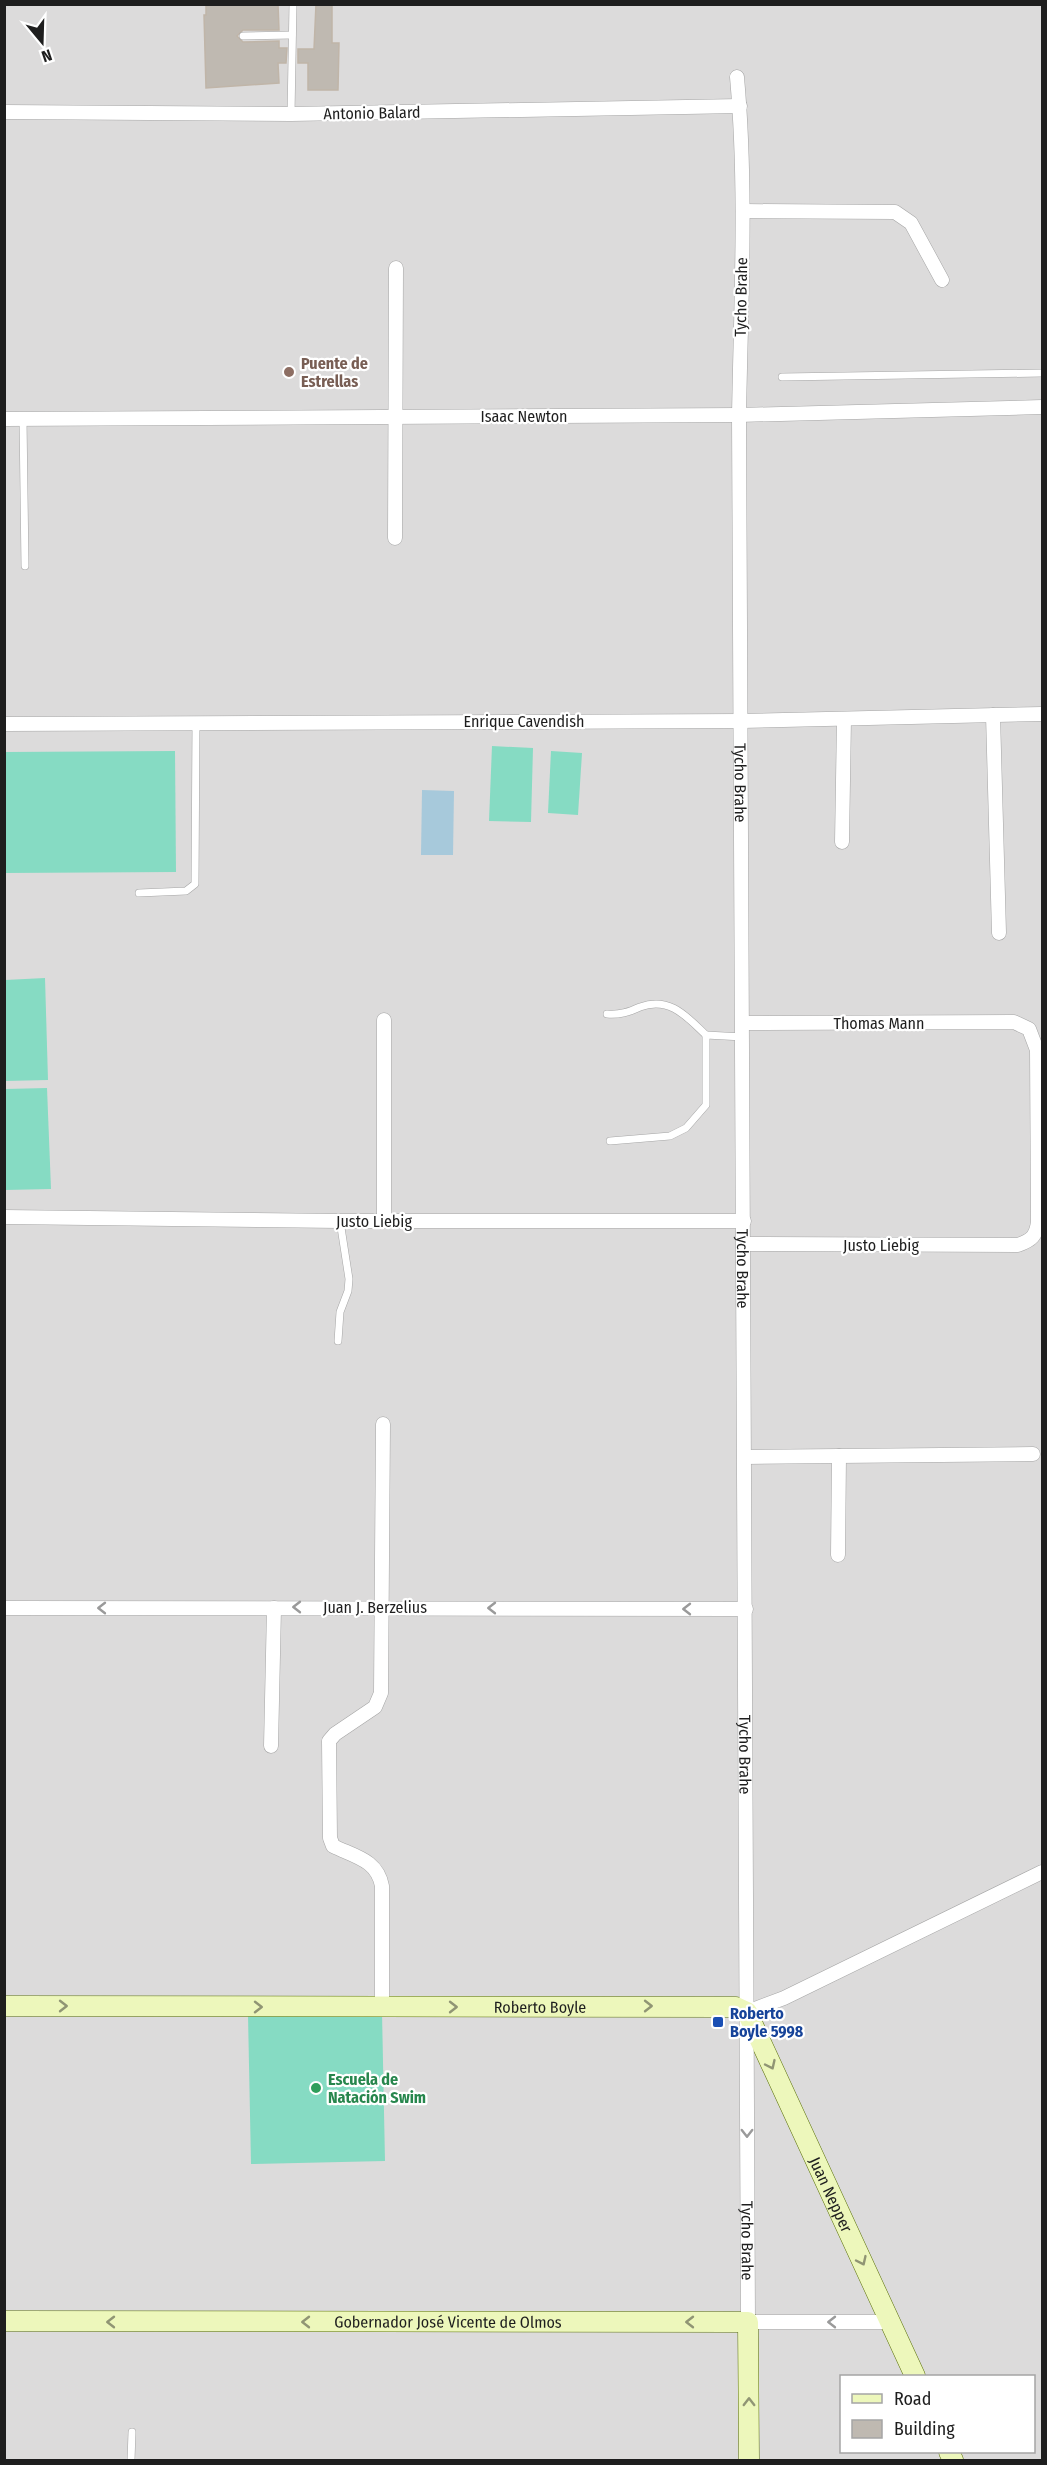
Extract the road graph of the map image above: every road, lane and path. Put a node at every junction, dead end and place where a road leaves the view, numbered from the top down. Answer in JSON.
{"nodes":[{"id":1,"x":293,"y":4,"type":"edge"},
{"id":2,"x":292,"y":35,"type":"junction"},
{"id":3,"x":243,"y":36,"type":"dead end"},
{"id":4,"x":737,"y":77,"type":"dead end"},
{"id":5,"x":740,"y":106,"type":"junction"},
{"id":6,"x":4,"y":112,"type":"edge"},
{"id":7,"x":291,"y":114,"type":"junction"},
{"id":8,"x":743,"y":211,"type":"junction"},
{"id":9,"x":396,"y":268,"type":"dead end"},
{"id":10,"x":942,"y":280,"type":"dead end"},
{"id":11,"x":1042,"y":374,"type":"edge"},
{"id":12,"x":782,"y":376,"type":"dead end"},
{"id":13,"x":1042,"y":407,"type":"edge"},
{"id":14,"x":739,"y":415,"type":"junction"},
{"id":15,"x":396,"y":417,"type":"junction"},
{"id":16,"x":4,"y":419,"type":"edge"},
{"id":17,"x":23,"y":419,"type":"junction"},
{"id":18,"x":395,"y":538,"type":"dead end"},
{"id":19,"x":25,"y":566,"type":"dead end"},
{"id":20,"x":1042,"y":714,"type":"edge"},
{"id":21,"x":993,"y":715,"type":"junction"},
{"id":22,"x":844,"y":718,"type":"junction"},
{"id":23,"x":741,"y":721,"type":"junction"},
{"id":24,"x":196,"y":722,"type":"junction"},
{"id":25,"x":4,"y":724,"type":"edge"},
{"id":26,"x":842,"y":842,"type":"dead end"},
{"id":27,"x":139,"y":893,"type":"dead end"},
{"id":28,"x":999,"y":933,"type":"dead end"},
{"id":29,"x":607,"y":1014,"type":"dead end"},
{"id":30,"x":384,"y":1020,"type":"dead end"},
{"id":31,"x":743,"y":1030,"type":"junction"},
{"id":32,"x":706,"y":1035,"type":"junction"},
{"id":33,"x":610,"y":1141,"type":"dead end"},
{"id":34,"x":4,"y":1217,"type":"edge"},
{"id":35,"x":339,"y":1221,"type":"junction"},
{"id":36,"x":384,"y":1221,"type":"junction"},
{"id":37,"x":744,"y":1221,"type":"junction"},
{"id":38,"x":744,"y":1244,"type":"junction"},
{"id":39,"x":1017,"y":1245,"type":"joint"},
{"id":40,"x":338,"y":1341,"type":"dead end"},
{"id":41,"x":383,"y":1424,"type":"dead end"},
{"id":42,"x":1033,"y":1454,"type":"dead end"},
{"id":43,"x":839,"y":1456,"type":"junction"},
{"id":44,"x":745,"y":1457,"type":"junction"},
{"id":45,"x":838,"y":1555,"type":"dead end"},
{"id":46,"x":382,"y":1607,"type":"junction"},
{"id":47,"x":4,"y":1608,"type":"edge"},
{"id":48,"x":274,"y":1608,"type":"junction"},
{"id":49,"x":746,"y":1609,"type":"junction"},
{"id":50,"x":271,"y":1746,"type":"dead end"},
{"id":51,"x":1042,"y":1872,"type":"edge"},
{"id":52,"x":4,"y":2006,"type":"edge"},
{"id":53,"x":382,"y":2008,"type":"junction"},
{"id":54,"x":747,"y":2012,"type":"junction"},
{"id":55,"x":4,"y":2321,"type":"edge"},
{"id":56,"x":748,"y":2322,"type":"junction"},
{"id":57,"x":890,"y":2322,"type":"junction"},
{"id":58,"x":915,"y":2375,"type":"edge"},
{"id":59,"x":132,"y":2432,"type":"dead end"},
{"id":60,"x":131,"y":2460,"type":"edge"},
{"id":61,"x":749,"y":2460,"type":"edge"}],
"edges":[{"from":1,"to":2,"type":"lane"},
{"from":2,"to":3,"type":"lane"},
{"from":2,"to":7,"type":"lane"},
{"from":4,"to":5,"type":"street","name":"Tycho Brahe"},
{"from":5,"to":7,"type":"street","name":"Antonio Balard"},
{"from":5,"to":8,"type":"street","name":"Tycho Brahe"},
{"from":6,"to":7,"type":"street","name":"Antonio Balard"},
{"from":8,"to":10,"type":"street"},
{"from":8,"to":14,"type":"street","name":"Tycho Brahe"},
{"from":9,"to":15,"type":"street"},
{"from":11,"to":12,"type":"lane"},
{"from":13,"to":14,"type":"street","name":"Isaac Newton"},
{"from":14,"to":15,"type":"street","name":"Isaac Newton"},
{"from":14,"to":23,"type":"street","name":"Tycho Brahe"},
{"from":15,"to":17,"type":"street","name":"Isaac Newton"},
{"from":15,"to":18,"type":"street"},
{"from":16,"to":17,"type":"street","name":"Isaac Newton"},
{"from":17,"to":19,"type":"lane"},
{"from":20,"to":21,"type":"street","name":"Enrique Cavendish"},
{"from":21,"to":22,"type":"street","name":"Enrique Cavendish"},
{"from":21,"to":28,"type":"street"},
{"from":22,"to":23,"type":"street","name":"Enrique Cavendish"},
{"from":22,"to":26,"type":"street"},
{"from":23,"to":24,"type":"street","name":"Enrique Cavendish"},
{"from":23,"to":31,"type":"street","name":"Tycho Brahe"},
{"from":24,"to":25,"type":"street","name":"Enrique Cavendish"},
{"from":24,"to":27,"type":"lane"},
{"from":29,"to":32,"type":"lane"},
{"from":30,"to":36,"type":"street"},
{"from":31,"to":32,"type":"lane"},
{"from":31,"to":37,"type":"street","name":"Tycho Brahe"},
{"from":31,"to":39,"type":"street","name":"Thomas Mann"},
{"from":32,"to":33,"type":"lane"},
{"from":34,"to":35,"type":"street","name":"Justo Liebig"},
{"from":35,"to":36,"type":"street","name":"Justo Liebig"},
{"from":35,"to":40,"type":"lane"},
{"from":36,"to":37,"type":"street","name":"Justo Liebig"},
{"from":37,"to":38,"type":"street","name":"Tycho Brahe"},
{"from":38,"to":39,"type":"street","name":"Justo Liebig"},
{"from":38,"to":44,"type":"street","name":"Tycho Brahe"},
{"from":41,"to":46,"type":"street"},
{"from":42,"to":43,"type":"street"},
{"from":43,"to":44,"type":"street"},
{"from":43,"to":45,"type":"street"},
{"from":44,"to":49,"type":"street","name":"Tycho Brahe"},
{"from":46,"to":48,"type":"street","name":"Juan J. Berzelius","one_way":true},
{"from":49,"to":46,"type":"street","name":"Juan J. Berzelius","one_way":true},
{"from":46,"to":53,"type":"street"},
{"from":48,"to":47,"type":"street","name":"Juan J. Berzelius","one_way":true},
{"from":48,"to":50,"type":"street"},
{"from":49,"to":54,"type":"street","name":"Tycho Brahe"},
{"from":51,"to":54,"type":"street"},
{"from":52,"to":53,"type":"main road","name":"Roberto Boyle","one_way":true},
{"from":53,"to":54,"type":"main road","name":"Roberto Boyle","one_way":true},
{"from":54,"to":56,"type":"street","name":"Tycho Brahe","one_way":true},
{"from":54,"to":57,"type":"main road","name":"Juan Nepper","one_way":true},
{"from":56,"to":55,"type":"main road","name":"Gobernador José Vicente de Olmos","one_way":true},
{"from":57,"to":56,"type":"street","name":"Gobernador José Vicente de Olmos","one_way":true},
{"from":61,"to":56,"type":"main road","name":"Tycho Brahe","one_way":true},
{"from":57,"to":58,"type":"main road","name":"Juan Nepper"},
{"from":59,"to":60,"type":"lane"}]}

# EXERCISE PROMPT
Give the data again exactly as written, with no pictures included.

# RESPONSE TO THIS EXERCISE
Extract the road graph of the map image above: every road, lane and path. Put a node at every junction, dead end and place where a road leaves the view, numbered from the top down. Answer in JSON.
{"nodes":[{"id":1,"x":293,"y":4,"type":"edge"},
{"id":2,"x":292,"y":35,"type":"junction"},
{"id":3,"x":243,"y":36,"type":"dead end"},
{"id":4,"x":737,"y":77,"type":"dead end"},
{"id":5,"x":740,"y":106,"type":"junction"},
{"id":6,"x":4,"y":112,"type":"edge"},
{"id":7,"x":291,"y":114,"type":"junction"},
{"id":8,"x":743,"y":211,"type":"junction"},
{"id":9,"x":396,"y":268,"type":"dead end"},
{"id":10,"x":942,"y":280,"type":"dead end"},
{"id":11,"x":1042,"y":374,"type":"edge"},
{"id":12,"x":782,"y":376,"type":"dead end"},
{"id":13,"x":1042,"y":407,"type":"edge"},
{"id":14,"x":739,"y":415,"type":"junction"},
{"id":15,"x":396,"y":417,"type":"junction"},
{"id":16,"x":4,"y":419,"type":"edge"},
{"id":17,"x":23,"y":419,"type":"junction"},
{"id":18,"x":395,"y":538,"type":"dead end"},
{"id":19,"x":25,"y":566,"type":"dead end"},
{"id":20,"x":1042,"y":714,"type":"edge"},
{"id":21,"x":993,"y":715,"type":"junction"},
{"id":22,"x":844,"y":718,"type":"junction"},
{"id":23,"x":741,"y":721,"type":"junction"},
{"id":24,"x":196,"y":722,"type":"junction"},
{"id":25,"x":4,"y":724,"type":"edge"},
{"id":26,"x":842,"y":842,"type":"dead end"},
{"id":27,"x":139,"y":893,"type":"dead end"},
{"id":28,"x":999,"y":933,"type":"dead end"},
{"id":29,"x":607,"y":1014,"type":"dead end"},
{"id":30,"x":384,"y":1020,"type":"dead end"},
{"id":31,"x":743,"y":1030,"type":"junction"},
{"id":32,"x":706,"y":1035,"type":"junction"},
{"id":33,"x":610,"y":1141,"type":"dead end"},
{"id":34,"x":4,"y":1217,"type":"edge"},
{"id":35,"x":339,"y":1221,"type":"junction"},
{"id":36,"x":384,"y":1221,"type":"junction"},
{"id":37,"x":744,"y":1221,"type":"junction"},
{"id":38,"x":744,"y":1244,"type":"junction"},
{"id":39,"x":1017,"y":1245,"type":"joint"},
{"id":40,"x":338,"y":1341,"type":"dead end"},
{"id":41,"x":383,"y":1424,"type":"dead end"},
{"id":42,"x":1033,"y":1454,"type":"dead end"},
{"id":43,"x":839,"y":1456,"type":"junction"},
{"id":44,"x":745,"y":1457,"type":"junction"},
{"id":45,"x":838,"y":1555,"type":"dead end"},
{"id":46,"x":382,"y":1607,"type":"junction"},
{"id":47,"x":4,"y":1608,"type":"edge"},
{"id":48,"x":274,"y":1608,"type":"junction"},
{"id":49,"x":746,"y":1609,"type":"junction"},
{"id":50,"x":271,"y":1746,"type":"dead end"},
{"id":51,"x":1042,"y":1872,"type":"edge"},
{"id":52,"x":4,"y":2006,"type":"edge"},
{"id":53,"x":382,"y":2008,"type":"junction"},
{"id":54,"x":747,"y":2012,"type":"junction"},
{"id":55,"x":4,"y":2321,"type":"edge"},
{"id":56,"x":748,"y":2322,"type":"junction"},
{"id":57,"x":890,"y":2322,"type":"junction"},
{"id":58,"x":915,"y":2375,"type":"edge"},
{"id":59,"x":132,"y":2432,"type":"dead end"},
{"id":60,"x":131,"y":2460,"type":"edge"},
{"id":61,"x":749,"y":2460,"type":"edge"}],
"edges":[{"from":1,"to":2,"type":"lane"},
{"from":2,"to":3,"type":"lane"},
{"from":2,"to":7,"type":"lane"},
{"from":4,"to":5,"type":"street","name":"Tycho Brahe"},
{"from":5,"to":7,"type":"street","name":"Antonio Balard"},
{"from":5,"to":8,"type":"street","name":"Tycho Brahe"},
{"from":6,"to":7,"type":"street","name":"Antonio Balard"},
{"from":8,"to":10,"type":"street"},
{"from":8,"to":14,"type":"street","name":"Tycho Brahe"},
{"from":9,"to":15,"type":"street"},
{"from":11,"to":12,"type":"lane"},
{"from":13,"to":14,"type":"street","name":"Isaac Newton"},
{"from":14,"to":15,"type":"street","name":"Isaac Newton"},
{"from":14,"to":23,"type":"street","name":"Tycho Brahe"},
{"from":15,"to":17,"type":"street","name":"Isaac Newton"},
{"from":15,"to":18,"type":"street"},
{"from":16,"to":17,"type":"street","name":"Isaac Newton"},
{"from":17,"to":19,"type":"lane"},
{"from":20,"to":21,"type":"street","name":"Enrique Cavendish"},
{"from":21,"to":22,"type":"street","name":"Enrique Cavendish"},
{"from":21,"to":28,"type":"street"},
{"from":22,"to":23,"type":"street","name":"Enrique Cavendish"},
{"from":22,"to":26,"type":"street"},
{"from":23,"to":24,"type":"street","name":"Enrique Cavendish"},
{"from":23,"to":31,"type":"street","name":"Tycho Brahe"},
{"from":24,"to":25,"type":"street","name":"Enrique Cavendish"},
{"from":24,"to":27,"type":"lane"},
{"from":29,"to":32,"type":"lane"},
{"from":30,"to":36,"type":"street"},
{"from":31,"to":32,"type":"lane"},
{"from":31,"to":37,"type":"street","name":"Tycho Brahe"},
{"from":31,"to":39,"type":"street","name":"Thomas Mann"},
{"from":32,"to":33,"type":"lane"},
{"from":34,"to":35,"type":"street","name":"Justo Liebig"},
{"from":35,"to":36,"type":"street","name":"Justo Liebig"},
{"from":35,"to":40,"type":"lane"},
{"from":36,"to":37,"type":"street","name":"Justo Liebig"},
{"from":37,"to":38,"type":"street","name":"Tycho Brahe"},
{"from":38,"to":39,"type":"street","name":"Justo Liebig"},
{"from":38,"to":44,"type":"street","name":"Tycho Brahe"},
{"from":41,"to":46,"type":"street"},
{"from":42,"to":43,"type":"street"},
{"from":43,"to":44,"type":"street"},
{"from":43,"to":45,"type":"street"},
{"from":44,"to":49,"type":"street","name":"Tycho Brahe"},
{"from":46,"to":48,"type":"street","name":"Juan J. Berzelius","one_way":true},
{"from":49,"to":46,"type":"street","name":"Juan J. Berzelius","one_way":true},
{"from":46,"to":53,"type":"street"},
{"from":48,"to":47,"type":"street","name":"Juan J. Berzelius","one_way":true},
{"from":48,"to":50,"type":"street"},
{"from":49,"to":54,"type":"street","name":"Tycho Brahe"},
{"from":51,"to":54,"type":"street"},
{"from":52,"to":53,"type":"main road","name":"Roberto Boyle","one_way":true},
{"from":53,"to":54,"type":"main road","name":"Roberto Boyle","one_way":true},
{"from":54,"to":56,"type":"street","name":"Tycho Brahe","one_way":true},
{"from":54,"to":57,"type":"main road","name":"Juan Nepper","one_way":true},
{"from":56,"to":55,"type":"main road","name":"Gobernador José Vicente de Olmos","one_way":true},
{"from":57,"to":56,"type":"street","name":"Gobernador José Vicente de Olmos","one_way":true},
{"from":61,"to":56,"type":"main road","name":"Tycho Brahe","one_way":true},
{"from":57,"to":58,"type":"main road","name":"Juan Nepper"},
{"from":59,"to":60,"type":"lane"}]}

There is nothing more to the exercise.